(Extracted records)
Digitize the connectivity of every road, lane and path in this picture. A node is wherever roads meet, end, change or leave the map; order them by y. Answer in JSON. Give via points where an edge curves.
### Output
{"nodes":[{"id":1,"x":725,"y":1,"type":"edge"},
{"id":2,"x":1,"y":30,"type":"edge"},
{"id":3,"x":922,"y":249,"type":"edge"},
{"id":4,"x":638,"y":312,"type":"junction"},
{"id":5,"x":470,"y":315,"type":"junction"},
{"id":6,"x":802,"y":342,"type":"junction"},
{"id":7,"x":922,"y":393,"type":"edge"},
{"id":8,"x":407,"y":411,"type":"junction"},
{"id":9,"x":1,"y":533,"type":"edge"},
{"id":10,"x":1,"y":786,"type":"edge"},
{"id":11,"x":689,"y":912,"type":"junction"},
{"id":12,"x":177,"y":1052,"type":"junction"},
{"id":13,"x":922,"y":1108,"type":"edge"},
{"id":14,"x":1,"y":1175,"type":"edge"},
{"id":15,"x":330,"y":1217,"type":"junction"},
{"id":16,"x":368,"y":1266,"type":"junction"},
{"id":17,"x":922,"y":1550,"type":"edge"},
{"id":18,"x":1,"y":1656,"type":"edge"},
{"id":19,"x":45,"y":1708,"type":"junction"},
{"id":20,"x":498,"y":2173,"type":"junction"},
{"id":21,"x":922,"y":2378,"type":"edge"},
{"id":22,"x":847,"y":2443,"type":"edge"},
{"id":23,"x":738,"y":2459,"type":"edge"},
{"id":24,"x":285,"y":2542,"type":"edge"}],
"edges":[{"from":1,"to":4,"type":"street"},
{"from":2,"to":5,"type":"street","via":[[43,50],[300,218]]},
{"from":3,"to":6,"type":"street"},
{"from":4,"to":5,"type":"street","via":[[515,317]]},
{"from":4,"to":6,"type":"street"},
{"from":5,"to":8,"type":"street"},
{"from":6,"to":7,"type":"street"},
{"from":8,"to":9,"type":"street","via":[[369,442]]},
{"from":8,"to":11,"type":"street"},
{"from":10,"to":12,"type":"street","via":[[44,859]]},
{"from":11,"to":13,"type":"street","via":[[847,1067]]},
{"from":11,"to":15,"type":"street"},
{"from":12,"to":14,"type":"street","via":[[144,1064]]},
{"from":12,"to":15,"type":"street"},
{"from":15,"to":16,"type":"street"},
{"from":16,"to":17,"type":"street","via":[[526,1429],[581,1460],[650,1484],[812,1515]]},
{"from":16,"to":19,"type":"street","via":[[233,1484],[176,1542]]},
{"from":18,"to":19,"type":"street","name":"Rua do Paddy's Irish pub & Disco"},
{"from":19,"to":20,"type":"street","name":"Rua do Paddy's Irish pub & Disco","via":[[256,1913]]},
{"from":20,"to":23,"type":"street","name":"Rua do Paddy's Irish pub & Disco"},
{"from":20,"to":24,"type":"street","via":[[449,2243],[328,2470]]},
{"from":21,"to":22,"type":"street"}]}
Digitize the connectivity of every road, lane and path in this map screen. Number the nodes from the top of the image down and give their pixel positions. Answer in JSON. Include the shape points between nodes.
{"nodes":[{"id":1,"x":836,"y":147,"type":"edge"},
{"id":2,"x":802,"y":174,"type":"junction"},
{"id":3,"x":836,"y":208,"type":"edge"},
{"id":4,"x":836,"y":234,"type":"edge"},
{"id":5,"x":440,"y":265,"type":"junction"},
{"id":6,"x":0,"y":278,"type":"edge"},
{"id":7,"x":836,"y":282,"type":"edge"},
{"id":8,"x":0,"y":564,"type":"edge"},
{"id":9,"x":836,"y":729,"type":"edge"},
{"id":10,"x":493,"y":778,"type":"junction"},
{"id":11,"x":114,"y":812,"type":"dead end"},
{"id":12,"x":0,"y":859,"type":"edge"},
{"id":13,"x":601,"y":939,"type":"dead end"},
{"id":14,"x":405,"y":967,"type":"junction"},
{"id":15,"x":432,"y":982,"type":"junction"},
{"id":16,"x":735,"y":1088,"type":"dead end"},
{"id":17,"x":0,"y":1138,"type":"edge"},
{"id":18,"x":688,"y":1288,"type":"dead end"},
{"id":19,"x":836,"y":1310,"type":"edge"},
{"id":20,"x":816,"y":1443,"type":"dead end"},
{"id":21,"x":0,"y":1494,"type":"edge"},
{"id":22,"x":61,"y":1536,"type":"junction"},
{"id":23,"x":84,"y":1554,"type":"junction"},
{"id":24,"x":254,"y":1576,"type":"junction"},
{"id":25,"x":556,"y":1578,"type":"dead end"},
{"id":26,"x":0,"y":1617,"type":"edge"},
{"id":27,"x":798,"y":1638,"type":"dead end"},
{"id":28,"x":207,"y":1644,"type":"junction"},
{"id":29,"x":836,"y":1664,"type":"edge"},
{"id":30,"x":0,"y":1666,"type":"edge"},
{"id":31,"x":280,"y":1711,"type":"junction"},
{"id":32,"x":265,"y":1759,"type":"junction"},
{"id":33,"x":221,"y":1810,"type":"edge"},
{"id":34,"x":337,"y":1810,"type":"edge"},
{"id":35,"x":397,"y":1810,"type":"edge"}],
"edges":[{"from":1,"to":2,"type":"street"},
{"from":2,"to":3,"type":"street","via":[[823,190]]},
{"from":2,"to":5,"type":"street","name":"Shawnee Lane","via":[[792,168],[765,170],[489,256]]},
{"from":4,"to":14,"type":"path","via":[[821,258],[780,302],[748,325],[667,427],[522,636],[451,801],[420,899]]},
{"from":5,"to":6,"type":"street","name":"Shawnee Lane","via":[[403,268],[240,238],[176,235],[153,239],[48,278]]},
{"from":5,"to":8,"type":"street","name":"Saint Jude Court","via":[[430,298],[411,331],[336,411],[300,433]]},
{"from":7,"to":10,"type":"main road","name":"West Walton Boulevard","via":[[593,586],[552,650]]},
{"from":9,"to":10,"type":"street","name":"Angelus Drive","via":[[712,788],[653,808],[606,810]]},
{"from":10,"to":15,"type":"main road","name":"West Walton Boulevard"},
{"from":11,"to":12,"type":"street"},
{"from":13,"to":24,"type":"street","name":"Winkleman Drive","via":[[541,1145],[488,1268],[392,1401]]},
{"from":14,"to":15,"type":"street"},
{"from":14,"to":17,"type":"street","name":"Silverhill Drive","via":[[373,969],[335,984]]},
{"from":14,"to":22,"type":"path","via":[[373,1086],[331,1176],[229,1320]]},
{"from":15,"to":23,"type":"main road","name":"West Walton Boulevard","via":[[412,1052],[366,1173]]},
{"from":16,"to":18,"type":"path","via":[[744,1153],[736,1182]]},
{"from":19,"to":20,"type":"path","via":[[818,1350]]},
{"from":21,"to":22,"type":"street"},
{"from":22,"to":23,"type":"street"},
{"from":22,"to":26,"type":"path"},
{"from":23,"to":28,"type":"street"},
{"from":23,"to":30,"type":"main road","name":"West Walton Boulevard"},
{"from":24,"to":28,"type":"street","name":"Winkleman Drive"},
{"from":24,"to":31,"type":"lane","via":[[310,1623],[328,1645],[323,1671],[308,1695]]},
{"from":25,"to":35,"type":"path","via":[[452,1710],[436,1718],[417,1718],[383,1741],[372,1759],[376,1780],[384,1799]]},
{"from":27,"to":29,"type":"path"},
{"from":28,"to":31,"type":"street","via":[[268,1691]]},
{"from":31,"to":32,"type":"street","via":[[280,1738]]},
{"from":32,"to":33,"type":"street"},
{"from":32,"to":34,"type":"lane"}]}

TASK REQUIREMENTS - Some of the data mentions "dead". Copy every line where it does.

SOLUTION BELOW -
{"id":11,"x":114,"y":812,"type":"dead end"},
{"id":13,"x":601,"y":939,"type":"dead end"},
{"id":16,"x":735,"y":1088,"type":"dead end"},
{"id":18,"x":688,"y":1288,"type":"dead end"},
{"id":20,"x":816,"y":1443,"type":"dead end"},
{"id":25,"x":556,"y":1578,"type":"dead end"},
{"id":27,"x":798,"y":1638,"type":"dead end"},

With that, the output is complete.